╭──

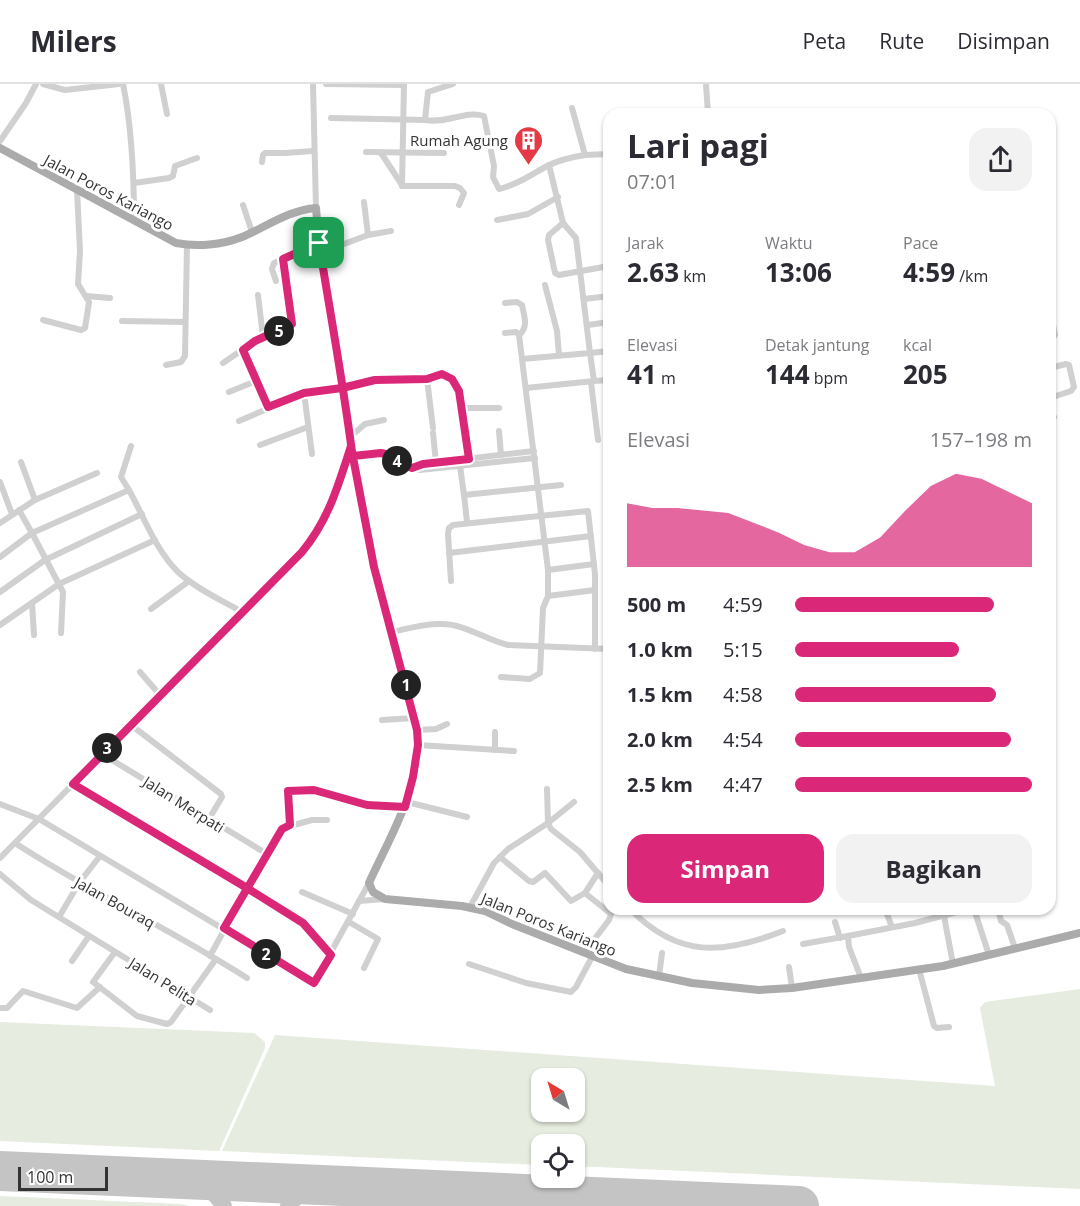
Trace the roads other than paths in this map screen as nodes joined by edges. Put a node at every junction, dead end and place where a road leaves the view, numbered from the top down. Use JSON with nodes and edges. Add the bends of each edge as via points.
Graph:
{"nodes":[{"id":1,"x":36,"y":84,"type":"edge"},
{"id":2,"x":44,"y":84,"type":"edge"},
{"id":3,"x":121,"y":84,"type":"edge"},
{"id":4,"x":161,"y":84,"type":"edge"},
{"id":5,"x":313,"y":84,"type":"edge"},
{"id":6,"x":325,"y":84,"type":"edge"},
{"id":7,"x":453,"y":84,"type":"edge"},
{"id":8,"x":706,"y":84,"type":"edge"},
{"id":9,"x":404,"y":85,"type":"edge"},
{"id":10,"x":572,"y":108,"type":"dead end"},
{"id":11,"x":708,"y":108,"type":"edge"},
{"id":12,"x":166,"y":114,"type":"dead end"},
{"id":13,"x":331,"y":118,"type":"dead end"},
{"id":14,"x":404,"y":120,"type":"junction"},
{"id":15,"x":425,"y":120,"type":"junction"},
{"id":16,"x":0,"y":141,"type":"edge"},
{"id":17,"x":0,"y":148,"type":"edge"},
{"id":18,"x":313,"y":151,"type":"junction"},
{"id":19,"x":366,"y":152,"type":"dead end"},
{"id":20,"x":381,"y":153,"type":"junction"},
{"id":21,"x":403,"y":153,"type":"junction"},
{"id":22,"x":444,"y":153,"type":"dead end"},
{"id":23,"x":585,"y":154,"type":"junction"},
{"id":24,"x":603,"y":154,"type":"edge"},
{"id":25,"x":197,"y":158,"type":"dead end"},
{"id":26,"x":262,"y":162,"type":"dead end"},
{"id":27,"x":549,"y":165,"type":"junction"},
{"id":28,"x":134,"y":183,"type":"junction"},
{"id":29,"x":402,"y":186,"type":"junction"},
{"id":30,"x":77,"y":190,"type":"junction"},
{"id":31,"x":558,"y":197,"type":"junction"},
{"id":32,"x":364,"y":202,"type":"dead end"},
{"id":33,"x":243,"y":205,"type":"dead end"},
{"id":34,"x":459,"y":205,"type":"dead end"},
{"id":35,"x":316,"y":208,"type":"junction"},
{"id":36,"x":497,"y":220,"type":"dead end"},
{"id":37,"x":134,"y":221,"type":"junction"},
{"id":38,"x":563,"y":223,"type":"junction"},
{"id":39,"x":391,"y":231,"type":"dead end"},
{"id":40,"x":252,"y":232,"type":"junction"},
{"id":41,"x":368,"y":235,"type":"junction"},
{"id":42,"x":319,"y":243,"type":"junction"},
{"id":43,"x":187,"y":245,"type":"junction"},
{"id":44,"x":283,"y":259,"type":"junction"},
{"id":45,"x":603,"y":267,"type":"edge"},
{"id":46,"x":581,"y":270,"type":"junction"},
{"id":47,"x":276,"y":281,"type":"dead end"},
{"id":48,"x":545,"y":285,"type":"dead end"},
{"id":49,"x":86,"y":296,"type":"junction"},
{"id":50,"x":258,"y":296,"type":"dead end"},
{"id":51,"x":603,"y":297,"type":"edge"},
{"id":52,"x":110,"y":298,"type":"dead end"},
{"id":53,"x":584,"y":299,"type":"junction"},
{"id":54,"x":505,"y":303,"type":"dead end"},
{"id":55,"x":43,"y":320,"type":"dead end"},
{"id":56,"x":122,"y":321,"type":"dead end"},
{"id":57,"x":185,"y":322,"type":"junction"},
{"id":58,"x":603,"y":323,"type":"edge"},
{"id":59,"x":588,"y":325,"type":"junction"},
{"id":60,"x":505,"y":333,"type":"dead end"},
{"id":61,"x":519,"y":335,"type":"junction"},
{"id":62,"x":264,"y":337,"type":"junction"},
{"id":63,"x":243,"y":350,"type":"junction"},
{"id":64,"x":603,"y":352,"type":"edge"},
{"id":65,"x":590,"y":353,"type":"junction"},
{"id":66,"x":559,"y":355,"type":"junction"},
{"id":67,"x":522,"y":359,"type":"junction"},
{"id":68,"x":223,"y":363,"type":"dead end"},
{"id":69,"x":166,"y":365,"type":"dead end"},
{"id":70,"x":1056,"y":367,"type":"edge"},
{"id":71,"x":427,"y":379,"type":"junction"},
{"id":72,"x":256,"y":381,"type":"junction"},
{"id":73,"x":603,"y":381,"type":"edge"},
{"id":74,"x":592,"y":382,"type":"junction"},
{"id":75,"x":342,"y":388,"type":"junction"},
{"id":76,"x":526,"y":388,"type":"junction"},
{"id":77,"x":229,"y":392,"type":"dead end"},
{"id":78,"x":304,"y":393,"type":"junction"},
{"id":79,"x":1056,"y":396,"type":"edge"},
{"id":80,"x":268,"y":407,"type":"junction"},
{"id":81,"x":462,"y":408,"type":"junction"},
{"id":82,"x":499,"y":408,"type":"dead end"},
{"id":83,"x":384,"y":420,"type":"dead end"},
{"id":84,"x":239,"y":421,"type":"dead end"},
{"id":85,"x":308,"y":426,"type":"junction"},
{"id":86,"x":499,"y":431,"type":"dead end"},
{"id":87,"x":598,"y":440,"type":"dead end"},
{"id":88,"x":351,"y":441,"type":"junction"},
{"id":89,"x":260,"y":445,"type":"dead end"},
{"id":90,"x":131,"y":446,"type":"dead end"},
{"id":91,"x":312,"y":454,"type":"dead end"},
{"id":92,"x":501,"y":455,"type":"junction"},
{"id":93,"x":534,"y":455,"type":"junction"},
{"id":94,"x":353,"y":456,"type":"junction"},
{"id":95,"x":469,"y":459,"type":"junction"},
{"id":96,"x":21,"y":462,"type":"dead end"},
{"id":97,"x":436,"y":463,"type":"junction"},
{"id":98,"x":460,"y":466,"type":"junction"},
{"id":99,"x":412,"y":468,"type":"junction"},
{"id":100,"x":97,"y":473,"type":"dead end"},
{"id":101,"x":0,"y":482,"type":"edge"},
{"id":102,"x":561,"y":485,"type":"dead end"},
{"id":103,"x":538,"y":488,"type":"junction"},
{"id":104,"x":129,"y":490,"type":"junction"},
{"id":105,"x":464,"y":495,"type":"junction"},
{"id":106,"x":35,"y":500,"type":"junction"},
{"id":107,"x":19,"y":510,"type":"junction"},
{"id":108,"x":12,"y":514,"type":"junction"},
{"id":109,"x":142,"y":514,"type":"junction"},
{"id":110,"x":542,"y":514,"type":"junction"},
{"id":111,"x":467,"y":522,"type":"junction"},
{"id":112,"x":0,"y":523,"type":"edge"},
{"id":113,"x":32,"y":533,"type":"junction"},
{"id":114,"x":591,"y":536,"type":"junction"},
{"id":115,"x":155,"y":540,"type":"junction"},
{"id":116,"x":544,"y":542,"type":"junction"},
{"id":117,"x":449,"y":553,"type":"junction"},
{"id":118,"x":0,"y":557,"type":"edge"},
{"id":119,"x":45,"y":560,"type":"junction"},
{"id":120,"x":594,"y":564,"type":"junction"},
{"id":121,"x":548,"y":570,"type":"junction"},
{"id":122,"x":451,"y":580,"type":"dead end"},
{"id":123,"x":189,"y":581,"type":"junction"},
{"id":124,"x":58,"y":584,"type":"junction"},
{"id":125,"x":595,"y":590,"type":"junction"},
{"id":126,"x":0,"y":592,"type":"edge"},
{"id":127,"x":548,"y":596,"type":"junction"},
{"id":128,"x":32,"y":603,"type":"junction"},
{"id":129,"x":151,"y":609,"type":"dead end"},
{"id":130,"x":242,"y":612,"type":"junction"},
{"id":131,"x":0,"y":625,"type":"edge"},
{"id":132,"x":391,"y":632,"type":"junction"},
{"id":133,"x":61,"y":633,"type":"dead end"},
{"id":134,"x":34,"y":635,"type":"dead end"},
{"id":135,"x":543,"y":647,"type":"junction"},
{"id":136,"x":595,"y":649,"type":"junction"},
{"id":137,"x":603,"y":649,"type":"edge"},
{"id":138,"x":140,"y":672,"type":"dead end"},
{"id":139,"x":501,"y":677,"type":"dead end"},
{"id":140,"x":160,"y":694,"type":"junction"},
{"id":141,"x":414,"y":718,"type":"junction"},
{"id":142,"x":382,"y":720,"type":"dead end"},
{"id":143,"x":131,"y":724,"type":"junction"},
{"id":144,"x":447,"y":724,"type":"dead end"},
{"id":145,"x":417,"y":730,"type":"junction"},
{"id":146,"x":495,"y":732,"type":"dead end"},
{"id":147,"x":418,"y":745,"type":"junction"},
{"id":148,"x":495,"y":750,"type":"junction"},
{"id":149,"x":514,"y":751,"type":"dead end"},
{"id":150,"x":102,"y":754,"type":"junction"},
{"id":151,"x":73,"y":784,"type":"junction"},
{"id":152,"x":547,"y":789,"type":"dead end"},
{"id":153,"x":574,"y":802,"type":"dead end"},
{"id":154,"x":0,"y":804,"type":"edge"},
{"id":155,"x":406,"y":804,"type":"junction"},
{"id":156,"x":468,"y":818,"type":"dead end"},
{"id":157,"x":39,"y":819,"type":"junction"},
{"id":158,"x":209,"y":819,"type":"junction"},
{"id":159,"x":327,"y":820,"type":"dead end"},
{"id":160,"x":548,"y":823,"type":"junction"},
{"id":161,"x":290,"y":825,"type":"junction"},
{"id":162,"x":15,"y":843,"type":"junction"},
{"id":163,"x":267,"y":854,"type":"junction"},
{"id":164,"x":100,"y":856,"type":"junction"},
{"id":165,"x":500,"y":857,"type":"junction"},
{"id":166,"x":0,"y":858,"type":"edge"},
{"id":167,"x":598,"y":873,"type":"junction"},
{"id":168,"x":0,"y":874,"type":"edge"},
{"id":169,"x":603,"y":879,"type":"edge"},
{"id":170,"x":79,"y":883,"type":"junction"},
{"id":171,"x":369,"y":883,"type":"junction"},
{"id":172,"x":247,"y":888,"type":"junction"},
{"id":173,"x":302,"y":892,"type":"dead end"},
{"id":174,"x":585,"y":893,"type":"junction"},
{"id":175,"x":385,"y":899,"type":"junction"},
{"id":176,"x":359,"y":901,"type":"junction"},
{"id":177,"x":470,"y":907,"type":"junction"},
{"id":178,"x":603,"y":908,"type":"edge"},
{"id":179,"x":353,"y":914,"type":"junction"},
{"id":180,"x":611,"y":915,"type":"edge"},
{"id":181,"x":636,"y":915,"type":"edge"},
{"id":182,"x":887,"y":915,"type":"edge"},
{"id":183,"x":947,"y":915,"type":"edge"},
{"id":184,"x":976,"y":915,"type":"edge"},
{"id":185,"x":1000,"y":915,"type":"edge"},
{"id":186,"x":944,"y":916,"type":"junction"},
{"id":187,"x":59,"y":917,"type":"junction"},
{"id":188,"x":349,"y":921,"type":"junction"},
{"id":189,"x":835,"y":922,"type":"dead end"},
{"id":190,"x":892,"y":927,"type":"junction"},
{"id":191,"x":224,"y":928,"type":"junction"},
{"id":192,"x":783,"y":931,"type":"dead end"},
{"id":193,"x":1080,"y":933,"type":"edge"},
{"id":194,"x":89,"y":936,"type":"junction"},
{"id":195,"x":848,"y":936,"type":"junction"},
{"id":196,"x":840,"y":938,"type":"junction"},
{"id":197,"x":803,"y":944,"type":"dead end"},
{"id":198,"x":1015,"y":948,"type":"junction"},
{"id":199,"x":115,"y":952,"type":"junction"},
{"id":200,"x":662,"y":953,"type":"dead end"},
{"id":201,"x":331,"y":955,"type":"junction"},
{"id":202,"x":588,"y":955,"type":"junction"},
{"id":203,"x":989,"y":956,"type":"junction"},
{"id":204,"x":213,"y":957,"type":"junction"},
{"id":205,"x":72,"y":961,"type":"dead end"},
{"id":206,"x":469,"y":964,"type":"dead end"},
{"id":207,"x":953,"y":964,"type":"junction"},
{"id":208,"x":789,"y":967,"type":"dead end"},
{"id":209,"x":364,"y":968,"type":"dead end"},
{"id":210,"x":919,"y":969,"type":"junction"},
{"id":211,"x":659,"y":976,"type":"junction"},
{"id":212,"x":247,"y":978,"type":"dead end"},
{"id":213,"x":861,"y":978,"type":"junction"},
{"id":214,"x":100,"y":987,"type":"junction"},
{"id":215,"x":792,"y":988,"type":"junction"},
{"id":216,"x":188,"y":998,"type":"junction"},
{"id":217,"x":0,"y":1008,"type":"edge"},
{"id":218,"x":210,"y":1010,"type":"dead end"},
{"id":219,"x":949,"y":1027,"type":"dead end"}],
"edges":[{"from":1,"to":16,"type":"street"},
{"from":2,"to":3,"type":"street","via":[[65,90]]},
{"from":3,"to":28,"type":"street"},
{"from":4,"to":12,"type":"street"},
{"from":5,"to":6,"type":"street"},
{"from":5,"to":18,"type":"street"},
{"from":6,"to":9,"type":"street"},
{"from":7,"to":15,"type":"street","via":[[428,92]]},
{"from":8,"to":11,"type":"street"},
{"from":9,"to":14,"type":"street"},
{"from":10,"to":23,"type":"street"},
{"from":13,"to":14,"type":"street"},
{"from":14,"to":15,"type":"street"},
{"from":14,"to":21,"type":"street"},
{"from":15,"to":27,"type":"street","via":[[484,116],[493,177],[499,189]]},
{"from":17,"to":30,"type":"main road","name":"Jalan Poros Kariango"},
{"from":18,"to":26,"type":"street","via":[[265,153]]},
{"from":18,"to":35,"type":"street"},
{"from":19,"to":20,"type":"street"},
{"from":20,"to":21,"type":"street"},
{"from":20,"to":29,"type":"street"},
{"from":21,"to":22,"type":"street"},
{"from":21,"to":29,"type":"street"},
{"from":23,"to":24,"type":"street"},
{"from":23,"to":27,"type":"street"},
{"from":25,"to":28,"type":"street","via":[[176,166],[169,178]]},
{"from":27,"to":31,"type":"street"},
{"from":28,"to":37,"type":"street"},
{"from":29,"to":34,"type":"street","via":[[455,186],[464,193]]},
{"from":30,"to":37,"type":"main road","name":"Jalan Poros Kariango"},
{"from":30,"to":49,"type":"street","via":[[78,284]]},
{"from":31,"to":36,"type":"street","via":[[528,214]]},
{"from":31,"to":38,"type":"street"},
{"from":32,"to":41,"type":"street"},
{"from":33,"to":40,"type":"street"},
{"from":35,"to":40,"type":"main road","name":"Jalan Poros Kariango","via":[[291,213]]},
{"from":35,"to":42,"type":"main road"},
{"from":37,"to":43,"type":"main road","name":"Jalan Poros Kariango"},
{"from":38,"to":46,"type":"street","via":[[574,234]]},
{"from":38,"to":46,"type":"street","via":[[548,240],[554,271],[559,275]]},
{"from":39,"to":41,"type":"street"},
{"from":40,"to":43,"type":"main road","name":"Jalan Poros Kariango","via":[[221,243]]},
{"from":41,"to":42,"type":"street","via":[[328,250]]},
{"from":42,"to":44,"type":"street"},
{"from":42,"to":75,"type":"main road"},
{"from":43,"to":57,"type":"street"},
{"from":44,"to":47,"type":"street","via":[[272,266]]},
{"from":44,"to":62,"type":"street","via":[[292,324]]},
{"from":45,"to":46,"type":"street"},
{"from":46,"to":53,"type":"street"},
{"from":48,"to":66,"type":"street"},
{"from":49,"to":52,"type":"street"},
{"from":49,"to":55,"type":"street","via":[[89,307],[83,330]]},
{"from":50,"to":62,"type":"street"},
{"from":51,"to":53,"type":"street"},
{"from":53,"to":59,"type":"street"},
{"from":54,"to":61,"type":"street","via":[[514,301],[522,305],[525,328]]},
{"from":56,"to":57,"type":"street"},
{"from":57,"to":69,"type":"street","via":[[184,360]]},
{"from":58,"to":59,"type":"street"},
{"from":59,"to":65,"type":"street"},
{"from":60,"to":61,"type":"street"},
{"from":61,"to":67,"type":"street"},
{"from":62,"to":63,"type":"street"},
{"from":63,"to":68,"type":"street"},
{"from":63,"to":72,"type":"street"},
{"from":64,"to":65,"type":"street"},
{"from":65,"to":66,"type":"street"},
{"from":65,"to":74,"type":"street"},
{"from":66,"to":67,"type":"street"},
{"from":67,"to":76,"type":"street"},
{"from":70,"to":79,"type":"street","via":[[1070,366],[1074,389]]},
{"from":71,"to":75,"type":"street","via":[[375,380]]},
{"from":71,"to":81,"type":"street","via":[[442,374],[452,379]]},
{"from":71,"to":97,"type":"street"},
{"from":72,"to":77,"type":"street"},
{"from":72,"to":80,"type":"street"},
{"from":73,"to":74,"type":"street"},
{"from":74,"to":76,"type":"street"},
{"from":74,"to":87,"type":"street"},
{"from":75,"to":78,"type":"street"},
{"from":75,"to":88,"type":"main road"},
{"from":76,"to":93,"type":"street"},
{"from":78,"to":80,"type":"street"},
{"from":78,"to":85,"type":"street"},
{"from":80,"to":84,"type":"street"},
{"from":81,"to":82,"type":"street"},
{"from":81,"to":95,"type":"street"},
{"from":83,"to":88,"type":"street","via":[[365,424]]},
{"from":85,"to":89,"type":"street"},
{"from":85,"to":91,"type":"street"},
{"from":86,"to":92,"type":"street"},
{"from":88,"to":94,"type":"main road"},
{"from":88,"to":130,"type":"street","via":[[334,500],[314,538]]},
{"from":90,"to":104,"type":"street","via":[[121,475]]},
{"from":92,"to":93,"type":"street"},
{"from":92,"to":95,"type":"street"},
{"from":93,"to":98,"type":"street"},
{"from":93,"to":103,"type":"street"},
{"from":94,"to":99,"type":"street","via":[[381,453]]},
{"from":94,"to":132,"type":"main road"},
{"from":95,"to":97,"type":"street"},
{"from":96,"to":106,"type":"street"},
{"from":97,"to":99,"type":"street"},
{"from":98,"to":99,"type":"street"},
{"from":98,"to":105,"type":"street"},
{"from":100,"to":106,"type":"street"},
{"from":101,"to":108,"type":"street"},
{"from":102,"to":103,"type":"street"},
{"from":103,"to":105,"type":"street"},
{"from":103,"to":110,"type":"street"},
{"from":104,"to":109,"type":"street"},
{"from":104,"to":113,"type":"street"},
{"from":105,"to":111,"type":"street"},
{"from":106,"to":107,"type":"street"},
{"from":107,"to":108,"type":"street"},
{"from":107,"to":113,"type":"street"},
{"from":108,"to":112,"type":"street"},
{"from":109,"to":115,"type":"street"},
{"from":109,"to":119,"type":"street"},
{"from":110,"to":111,"type":"street"},
{"from":110,"to":114,"type":"street","via":[[588,511]]},
{"from":110,"to":116,"type":"street"},
{"from":111,"to":117,"type":"street","via":[[449,528]]},
{"from":113,"to":118,"type":"street"},
{"from":113,"to":119,"type":"street"},
{"from":114,"to":116,"type":"street"},
{"from":114,"to":120,"type":"street"},
{"from":115,"to":123,"type":"street"},
{"from":115,"to":124,"type":"street"},
{"from":116,"to":117,"type":"street"},
{"from":116,"to":121,"type":"street"},
{"from":117,"to":122,"type":"street"},
{"from":119,"to":124,"type":"street"},
{"from":119,"to":126,"type":"street"},
{"from":120,"to":121,"type":"street"},
{"from":120,"to":125,"type":"street"},
{"from":121,"to":127,"type":"street"},
{"from":123,"to":129,"type":"street"},
{"from":123,"to":130,"type":"street"},
{"from":124,"to":128,"type":"street"},
{"from":124,"to":133,"type":"street","via":[[63,592]]},
{"from":125,"to":127,"type":"street"},
{"from":125,"to":136,"type":"street"},
{"from":127,"to":135,"type":"street","via":[[543,608]]},
{"from":128,"to":131,"type":"street"},
{"from":128,"to":134,"type":"street"},
{"from":130,"to":140,"type":"street"},
{"from":132,"to":135,"type":"street","via":[[442,623],[500,643]]},
{"from":132,"to":141,"type":"main road"},
{"from":135,"to":136,"type":"street"},
{"from":135,"to":139,"type":"street","via":[[538,676]]},
{"from":136,"to":137,"type":"street"},
{"from":138,"to":140,"type":"street"},
{"from":140,"to":143,"type":"street"},
{"from":141,"to":142,"type":"street"},
{"from":141,"to":145,"type":"main road"},
{"from":143,"to":150,"type":"street"},
{"from":143,"to":158,"type":"street","via":[[221,794]]},
{"from":144,"to":145,"type":"street"},
{"from":145,"to":147,"type":"main road"},
{"from":146,"to":148,"type":"street"},
{"from":147,"to":148,"type":"street"},
{"from":147,"to":155,"type":"main road"},
{"from":148,"to":149,"type":"street"},
{"from":150,"to":151,"type":"street"},
{"from":150,"to":158,"type":"street","name":"Jalan Merpati"},
{"from":151,"to":157,"type":"street"},
{"from":151,"to":172,"type":"street"},
{"from":152,"to":160,"type":"street"},
{"from":153,"to":160,"type":"street"},
{"from":154,"to":157,"type":"street"},
{"from":155,"to":156,"type":"street"},
{"from":155,"to":161,"type":"street","via":[[367,805],[314,790],[290,790]]},
{"from":155,"to":171,"type":"main road"},
{"from":157,"to":162,"type":"street"},
{"from":157,"to":164,"type":"street"},
{"from":158,"to":163,"type":"street","name":"Jalan Merpati"},
{"from":159,"to":161,"type":"street"},
{"from":160,"to":165,"type":"street"},
{"from":160,"to":167,"type":"street"},
{"from":161,"to":163,"type":"street","via":[[282,829]]},
{"from":162,"to":166,"type":"street"},
{"from":162,"to":170,"type":"street","name":"Jalan Bouraq"},
{"from":163,"to":172,"type":"street"},
{"from":164,"to":170,"type":"street"},
{"from":164,"to":191,"type":"street"},
{"from":165,"to":174,"type":"street","via":[[529,881],[545,873],[571,901]]},
{"from":165,"to":177,"type":"street"},
{"from":167,"to":169,"type":"street"},
{"from":167,"to":174,"type":"street"},
{"from":168,"to":187,"type":"street","name":"Jalan Pelita"},
{"from":170,"to":187,"type":"street"},
{"from":170,"to":204,"type":"street","name":"Jalan Bouraq"},
{"from":171,"to":175,"type":"main road","via":[[373,892]]},
{"from":171,"to":176,"type":"street"},
{"from":172,"to":191,"type":"street"},
{"from":172,"to":201,"type":"street","via":[[303,923]]},
{"from":173,"to":179,"type":"street"},
{"from":174,"to":178,"type":"street"},
{"from":175,"to":176,"type":"street"},
{"from":175,"to":177,"type":"main road","name":"Jalan Poros Kariango"},
{"from":176,"to":179,"type":"street"},
{"from":177,"to":202,"type":"main road","name":"Jalan Poros Kariango"},
{"from":179,"to":188,"type":"street"},
{"from":180,"to":202,"type":"street"},
{"from":181,"to":192,"type":"street","via":[[663,937],[692,946],[718,948],[755,942]]},
{"from":182,"to":190,"type":"street"},
{"from":183,"to":186,"type":"street"},
{"from":184,"to":203,"type":"street"},
{"from":185,"to":198,"type":"street"},
{"from":186,"to":190,"type":"street"},
{"from":186,"to":207,"type":"street"},
{"from":187,"to":194,"type":"street","name":"Jalan Pelita"},
{"from":188,"to":201,"type":"street"},
{"from":188,"to":209,"type":"street","via":[[378,939]]},
{"from":189,"to":196,"type":"street"},
{"from":190,"to":195,"type":"street"},
{"from":191,"to":201,"type":"street","via":[[314,983]]},
{"from":191,"to":204,"type":"street"},
{"from":193,"to":198,"type":"main road","name":"Jalan Poros Kariango"},
{"from":194,"to":199,"type":"street","name":"Jalan Pelita"},
{"from":194,"to":205,"type":"street"},
{"from":195,"to":196,"type":"street"},
{"from":195,"to":213,"type":"street"},
{"from":196,"to":197,"type":"street"},
{"from":198,"to":203,"type":"main road","name":"Jalan Poros Kariango"},
{"from":199,"to":214,"type":"street","via":[[93,982]]},
{"from":199,"to":216,"type":"street","name":"Jalan Pelita"},
{"from":200,"to":211,"type":"street"},
{"from":202,"to":206,"type":"street","via":[[571,992],[526,983]]},
{"from":202,"to":211,"type":"main road","name":"Jalan Poros Kariango"},
{"from":203,"to":207,"type":"main road","name":"Jalan Poros Kariango"},
{"from":204,"to":212,"type":"street","name":"Jalan Bouraq"},
{"from":204,"to":216,"type":"street"},
{"from":207,"to":210,"type":"main road","name":"Jalan Poros Kariango"},
{"from":208,"to":215,"type":"street"},
{"from":210,"to":213,"type":"main road","name":"Jalan Poros Kariango"},
{"from":210,"to":219,"type":"street","via":[[934,1026]]},
{"from":211,"to":215,"type":"main road","name":"Jalan Poros Kariango","via":[[759,990]]},
{"from":213,"to":215,"type":"main road","name":"Jalan Poros Kariango"},
{"from":214,"to":216,"type":"street","via":[[137,1016],[167,1024]]},
{"from":214,"to":217,"type":"street","via":[[77,1008],[23,991],[8,1008]]},
{"from":216,"to":218,"type":"street","name":"Jalan Pelita"}]}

╰──

**EXERCISE PROMPT**
Scan the lines above for "Merpati", then copy every one that has it.

**RESPONSE TO THIS TASK**
{"from":150,"to":158,"type":"street","name":"Jalan Merpati"},
{"from":158,"to":163,"type":"street","name":"Jalan Merpati"},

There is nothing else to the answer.